Aim of the task = Will you give the material below again, every line exactly as it is?

Record extracts =
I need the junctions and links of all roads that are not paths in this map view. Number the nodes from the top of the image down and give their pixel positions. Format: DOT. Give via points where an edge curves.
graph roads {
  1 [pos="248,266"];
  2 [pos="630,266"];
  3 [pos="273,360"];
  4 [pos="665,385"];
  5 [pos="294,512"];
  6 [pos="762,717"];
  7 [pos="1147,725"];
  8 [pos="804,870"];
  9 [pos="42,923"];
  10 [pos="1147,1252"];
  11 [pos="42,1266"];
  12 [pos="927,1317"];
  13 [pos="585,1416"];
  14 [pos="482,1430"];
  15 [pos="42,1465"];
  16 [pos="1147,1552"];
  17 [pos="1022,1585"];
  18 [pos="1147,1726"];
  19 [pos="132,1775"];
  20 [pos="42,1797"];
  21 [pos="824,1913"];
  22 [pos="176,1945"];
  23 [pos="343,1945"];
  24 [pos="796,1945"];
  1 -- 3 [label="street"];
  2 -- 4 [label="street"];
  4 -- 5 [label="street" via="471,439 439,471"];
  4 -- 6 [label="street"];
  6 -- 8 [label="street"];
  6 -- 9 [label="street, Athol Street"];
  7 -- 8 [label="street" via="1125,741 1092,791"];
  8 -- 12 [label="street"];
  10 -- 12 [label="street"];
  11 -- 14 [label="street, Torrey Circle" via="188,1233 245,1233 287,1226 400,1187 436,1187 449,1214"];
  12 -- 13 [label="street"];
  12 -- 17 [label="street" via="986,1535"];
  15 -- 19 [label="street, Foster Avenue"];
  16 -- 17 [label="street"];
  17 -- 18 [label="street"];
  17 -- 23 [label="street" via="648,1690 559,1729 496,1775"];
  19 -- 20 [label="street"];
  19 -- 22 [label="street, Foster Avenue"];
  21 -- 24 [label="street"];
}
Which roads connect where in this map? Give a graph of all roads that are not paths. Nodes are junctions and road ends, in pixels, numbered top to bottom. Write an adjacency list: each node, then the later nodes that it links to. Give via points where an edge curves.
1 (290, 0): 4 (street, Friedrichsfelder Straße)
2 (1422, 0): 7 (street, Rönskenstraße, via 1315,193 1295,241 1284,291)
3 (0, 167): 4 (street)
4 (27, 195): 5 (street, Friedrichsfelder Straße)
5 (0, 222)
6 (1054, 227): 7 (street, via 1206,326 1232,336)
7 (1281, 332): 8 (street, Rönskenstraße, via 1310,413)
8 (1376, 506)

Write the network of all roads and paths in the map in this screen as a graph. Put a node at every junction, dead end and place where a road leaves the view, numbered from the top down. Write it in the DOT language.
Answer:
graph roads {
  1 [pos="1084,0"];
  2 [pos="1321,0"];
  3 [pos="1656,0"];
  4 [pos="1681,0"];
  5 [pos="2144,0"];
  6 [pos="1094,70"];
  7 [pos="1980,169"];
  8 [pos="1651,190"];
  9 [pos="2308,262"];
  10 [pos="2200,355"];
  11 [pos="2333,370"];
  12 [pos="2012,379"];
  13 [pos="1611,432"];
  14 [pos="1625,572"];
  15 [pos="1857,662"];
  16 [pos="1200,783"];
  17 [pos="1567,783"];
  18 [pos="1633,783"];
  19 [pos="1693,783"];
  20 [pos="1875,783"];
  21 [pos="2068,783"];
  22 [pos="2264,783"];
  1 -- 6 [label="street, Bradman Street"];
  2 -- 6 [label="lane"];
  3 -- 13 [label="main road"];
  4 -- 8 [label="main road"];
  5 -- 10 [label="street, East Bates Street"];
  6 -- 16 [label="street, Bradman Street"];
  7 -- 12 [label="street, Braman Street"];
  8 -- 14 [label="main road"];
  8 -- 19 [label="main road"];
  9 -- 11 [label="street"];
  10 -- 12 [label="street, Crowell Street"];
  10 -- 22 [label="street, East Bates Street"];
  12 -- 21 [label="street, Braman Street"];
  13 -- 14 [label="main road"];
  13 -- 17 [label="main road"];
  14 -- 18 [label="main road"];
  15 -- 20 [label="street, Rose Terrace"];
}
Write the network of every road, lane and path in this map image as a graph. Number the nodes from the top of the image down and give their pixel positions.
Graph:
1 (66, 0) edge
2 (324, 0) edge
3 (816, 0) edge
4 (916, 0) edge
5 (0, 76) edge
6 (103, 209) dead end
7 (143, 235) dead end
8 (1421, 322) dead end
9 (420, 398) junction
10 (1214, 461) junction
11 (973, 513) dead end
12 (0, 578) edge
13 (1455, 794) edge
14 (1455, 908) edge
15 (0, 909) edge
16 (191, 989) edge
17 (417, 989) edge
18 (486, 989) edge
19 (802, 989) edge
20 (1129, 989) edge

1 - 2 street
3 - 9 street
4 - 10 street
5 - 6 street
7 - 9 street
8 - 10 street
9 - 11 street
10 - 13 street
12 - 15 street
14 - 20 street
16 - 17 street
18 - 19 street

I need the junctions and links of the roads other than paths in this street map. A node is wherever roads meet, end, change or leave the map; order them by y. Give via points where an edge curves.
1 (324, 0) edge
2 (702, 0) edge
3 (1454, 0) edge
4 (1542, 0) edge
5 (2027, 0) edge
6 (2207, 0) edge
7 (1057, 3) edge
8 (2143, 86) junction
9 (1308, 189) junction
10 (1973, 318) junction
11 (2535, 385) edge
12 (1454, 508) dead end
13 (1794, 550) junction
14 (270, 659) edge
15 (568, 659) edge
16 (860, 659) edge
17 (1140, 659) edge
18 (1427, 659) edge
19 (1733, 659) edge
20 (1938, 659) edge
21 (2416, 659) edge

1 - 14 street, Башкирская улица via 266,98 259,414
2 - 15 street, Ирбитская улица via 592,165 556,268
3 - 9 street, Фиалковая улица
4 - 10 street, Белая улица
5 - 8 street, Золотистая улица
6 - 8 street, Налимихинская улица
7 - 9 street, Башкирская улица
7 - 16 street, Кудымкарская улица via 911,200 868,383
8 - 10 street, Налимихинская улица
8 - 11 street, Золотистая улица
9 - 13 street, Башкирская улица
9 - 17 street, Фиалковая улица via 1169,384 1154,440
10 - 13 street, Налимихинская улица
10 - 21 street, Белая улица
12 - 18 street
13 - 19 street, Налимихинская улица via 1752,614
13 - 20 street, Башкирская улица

Solution =
I need the junctions and links of all roads that are not paths in this map view. Number the nodes from the top of the image down and give their pixel positions. Format: DOT. Give via points where an edge curves.
graph roads {
  1 [pos="248,266"];
  2 [pos="630,266"];
  3 [pos="273,360"];
  4 [pos="665,385"];
  5 [pos="294,512"];
  6 [pos="762,717"];
  7 [pos="1147,725"];
  8 [pos="804,870"];
  9 [pos="42,923"];
  10 [pos="1147,1252"];
  11 [pos="42,1266"];
  12 [pos="927,1317"];
  13 [pos="585,1416"];
  14 [pos="482,1430"];
  15 [pos="42,1465"];
  16 [pos="1147,1552"];
  17 [pos="1022,1585"];
  18 [pos="1147,1726"];
  19 [pos="132,1775"];
  20 [pos="42,1797"];
  21 [pos="824,1913"];
  22 [pos="176,1945"];
  23 [pos="343,1945"];
  24 [pos="796,1945"];
  1 -- 3 [label="street"];
  2 -- 4 [label="street"];
  4 -- 5 [label="street" via="471,439 439,471"];
  4 -- 6 [label="street"];
  6 -- 8 [label="street"];
  6 -- 9 [label="street, Athol Street"];
  7 -- 8 [label="street" via="1125,741 1092,791"];
  8 -- 12 [label="street"];
  10 -- 12 [label="street"];
  11 -- 14 [label="street, Torrey Circle" via="188,1233 245,1233 287,1226 400,1187 436,1187 449,1214"];
  12 -- 13 [label="street"];
  12 -- 17 [label="street" via="986,1535"];
  15 -- 19 [label="street, Foster Avenue"];
  16 -- 17 [label="street"];
  17 -- 18 [label="street"];
  17 -- 23 [label="street" via="648,1690 559,1729 496,1775"];
  19 -- 20 [label="street"];
  19 -- 22 [label="street, Foster Avenue"];
  21 -- 24 [label="street"];
}
Which roads connect where in this map? Give a graph of all roads that are not paths. Nodes are junctions and road ends, in pixels, numbered top to bottom. Write an adjacency list: each node, then the later nodes that it links to. Give via points where an edge curves.
1 (290, 0): 4 (street, Friedrichsfelder Straße)
2 (1422, 0): 7 (street, Rönskenstraße, via 1315,193 1295,241 1284,291)
3 (0, 167): 4 (street)
4 (27, 195): 5 (street, Friedrichsfelder Straße)
5 (0, 222)
6 (1054, 227): 7 (street, via 1206,326 1232,336)
7 (1281, 332): 8 (street, Rönskenstraße, via 1310,413)
8 (1376, 506)

Write the network of all roads and paths in the map in this screen as a graph. Put a node at every junction, dead end and place where a road leaves the view, numbered from the top down. Write it in the DOT language.
Answer:
graph roads {
  1 [pos="1084,0"];
  2 [pos="1321,0"];
  3 [pos="1656,0"];
  4 [pos="1681,0"];
  5 [pos="2144,0"];
  6 [pos="1094,70"];
  7 [pos="1980,169"];
  8 [pos="1651,190"];
  9 [pos="2308,262"];
  10 [pos="2200,355"];
  11 [pos="2333,370"];
  12 [pos="2012,379"];
  13 [pos="1611,432"];
  14 [pos="1625,572"];
  15 [pos="1857,662"];
  16 [pos="1200,783"];
  17 [pos="1567,783"];
  18 [pos="1633,783"];
  19 [pos="1693,783"];
  20 [pos="1875,783"];
  21 [pos="2068,783"];
  22 [pos="2264,783"];
  1 -- 6 [label="street, Bradman Street"];
  2 -- 6 [label="lane"];
  3 -- 13 [label="main road"];
  4 -- 8 [label="main road"];
  5 -- 10 [label="street, East Bates Street"];
  6 -- 16 [label="street, Bradman Street"];
  7 -- 12 [label="street, Braman Street"];
  8 -- 14 [label="main road"];
  8 -- 19 [label="main road"];
  9 -- 11 [label="street"];
  10 -- 12 [label="street, Crowell Street"];
  10 -- 22 [label="street, East Bates Street"];
  12 -- 21 [label="street, Braman Street"];
  13 -- 14 [label="main road"];
  13 -- 17 [label="main road"];
  14 -- 18 [label="main road"];
  15 -- 20 [label="street, Rose Terrace"];
}
Write the network of every road, lane and path in this map image as a graph. Number the nodes from the top of the image down and give their pixel positions.
Graph:
1 (66, 0) edge
2 (324, 0) edge
3 (816, 0) edge
4 (916, 0) edge
5 (0, 76) edge
6 (103, 209) dead end
7 (143, 235) dead end
8 (1421, 322) dead end
9 (420, 398) junction
10 (1214, 461) junction
11 (973, 513) dead end
12 (0, 578) edge
13 (1455, 794) edge
14 (1455, 908) edge
15 (0, 909) edge
16 (191, 989) edge
17 (417, 989) edge
18 (486, 989) edge
19 (802, 989) edge
20 (1129, 989) edge

1 - 2 street
3 - 9 street
4 - 10 street
5 - 6 street
7 - 9 street
8 - 10 street
9 - 11 street
10 - 13 street
12 - 15 street
14 - 20 street
16 - 17 street
18 - 19 street

I need the junctions and links of the roads other than paths in this street map. A node is wherever roads meet, end, change or leave the map; order them by y. Give via points where an edge curves.
1 (324, 0) edge
2 (702, 0) edge
3 (1454, 0) edge
4 (1542, 0) edge
5 (2027, 0) edge
6 (2207, 0) edge
7 (1057, 3) edge
8 (2143, 86) junction
9 (1308, 189) junction
10 (1973, 318) junction
11 (2535, 385) edge
12 (1454, 508) dead end
13 (1794, 550) junction
14 (270, 659) edge
15 (568, 659) edge
16 (860, 659) edge
17 (1140, 659) edge
18 (1427, 659) edge
19 (1733, 659) edge
20 (1938, 659) edge
21 (2416, 659) edge

1 - 14 street, Башкирская улица via 266,98 259,414
2 - 15 street, Ирбитская улица via 592,165 556,268
3 - 9 street, Фиалковая улица
4 - 10 street, Белая улица
5 - 8 street, Золотистая улица
6 - 8 street, Налимихинская улица
7 - 9 street, Башкирская улица
7 - 16 street, Кудымкарская улица via 911,200 868,383
8 - 10 street, Налимихинская улица
8 - 11 street, Золотистая улица
9 - 13 street, Башкирская улица
9 - 17 street, Фиалковая улица via 1169,384 1154,440
10 - 13 street, Налимихинская улица
10 - 21 street, Белая улица
12 - 18 street
13 - 19 street, Налимихинская улица via 1752,614
13 - 20 street, Башкирская улица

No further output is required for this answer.